New York City remains a hurdle after state governor Andrew Cuomo said on April 5 he was ordering capacity across the five boroughs to stay at 25%, even though he lifted restrictions on indoor dining to 50% capacity. Texas and South Carolina have authorised 100% capacity, while the cap stands at 60% in Kentucky and 75% in Louisiana.
Growing confidence
Like their international counterparts, North American exhibitors have gone to great lengths to operate safely during the pandemic, with social distancing and hygiene protocols. Combined with an acceleration in vaccines, it has boosted consumer confidence.
According to an NRG poll of cinemagoers dated April 4, confidence levels have reached a high of 59% of patrons who say they are “very or somewhat comfortable” going to cinemas — up three percentage points from a week prior on March 29. Within this pool, a pandemic high of 72% of respondents said they planned to watch another film in cinemas within three months, while the portion of patrons who planned to visit again within two months stayed at the high-water mark of 58%.

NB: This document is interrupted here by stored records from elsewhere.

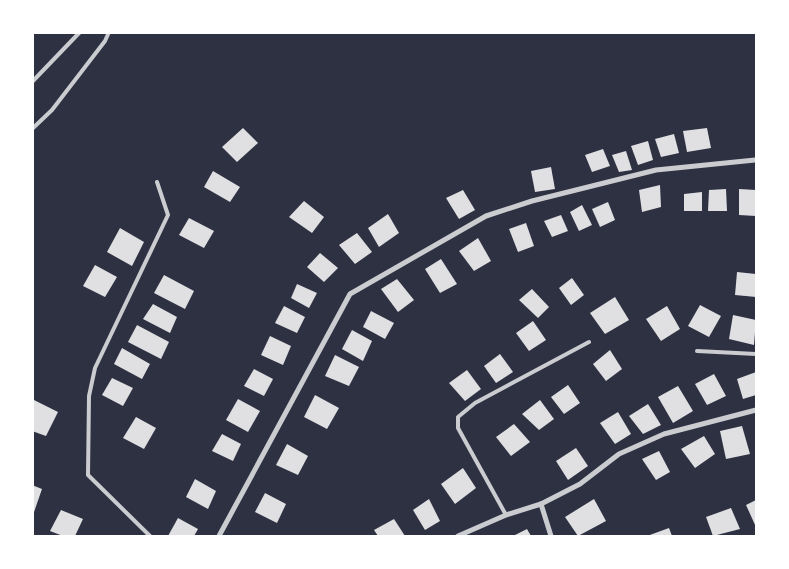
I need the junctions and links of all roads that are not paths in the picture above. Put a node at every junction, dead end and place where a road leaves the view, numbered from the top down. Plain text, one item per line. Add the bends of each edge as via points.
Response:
1 (80, 32) edge
2 (109, 32) edge
3 (32, 82) edge
4 (32, 129) edge
5 (755, 160) dead end
6 (157, 182) dead end
7 (590, 342) dead end
8 (697, 351) dead end
9 (756, 354) edge
10 (756, 410) edge
11 (541, 504) junction
12 (506, 515) junction
13 (150, 536) edge
14 (219, 536) edge
15 (458, 536) edge
16 (551, 536) edge

1 - 3 lane
2 - 4 lane via 52,110
5 - 14 street via 656,170 486,216 350,294
6 - 13 lane via 168,215 95,368 89,396 88,475
7 - 12 lane via 475,402 458,417 458,428
8 - 9 lane
10 - 11 street via 664,434 619,454 580,484
11 - 12 street
11 - 16 street
12 - 15 street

Warner Bros, other Hollywood studios and independent distributors have dated releases for the rest of the year, and also encouraging is the number of exclusive theatrical deals taking shape that show the studios are banking on substantial North American theatrical releases, at least for their tentpoles.
ViacomCBS has all but established a 45-day exclusive theatrical window for Paramount releases before they go to Paramount+. AMC, Cinemark and Cineplex in Canada are partners with Universal in PVoD revenue-share deals that involve 17 to 31-day exclusive theatrical windows.
Cineworld recently cut a deal with Warner Bros establishing a 45-day exclusive theatrical window starting with the 2022 slate that suggests WarnerMedia’s day-and-date theatrical/HBO Max strategy does appear to be a “unique one-year plan” as originally stated.
At least it looks that way at the time of writing. The pandemic has weaved an unpredictable course and while the broad outlook for the North American box office looks good, there are potential stumbling blocks. Experts are considering the possibility a fourth wave is coming to the US. That, combined with lockdowns in key international markets in Europe, could make studio executives rethink their release plans.
For now at least, after a year of high anxiety among Hollywood distribution executives and exhibitors, the mood is positive.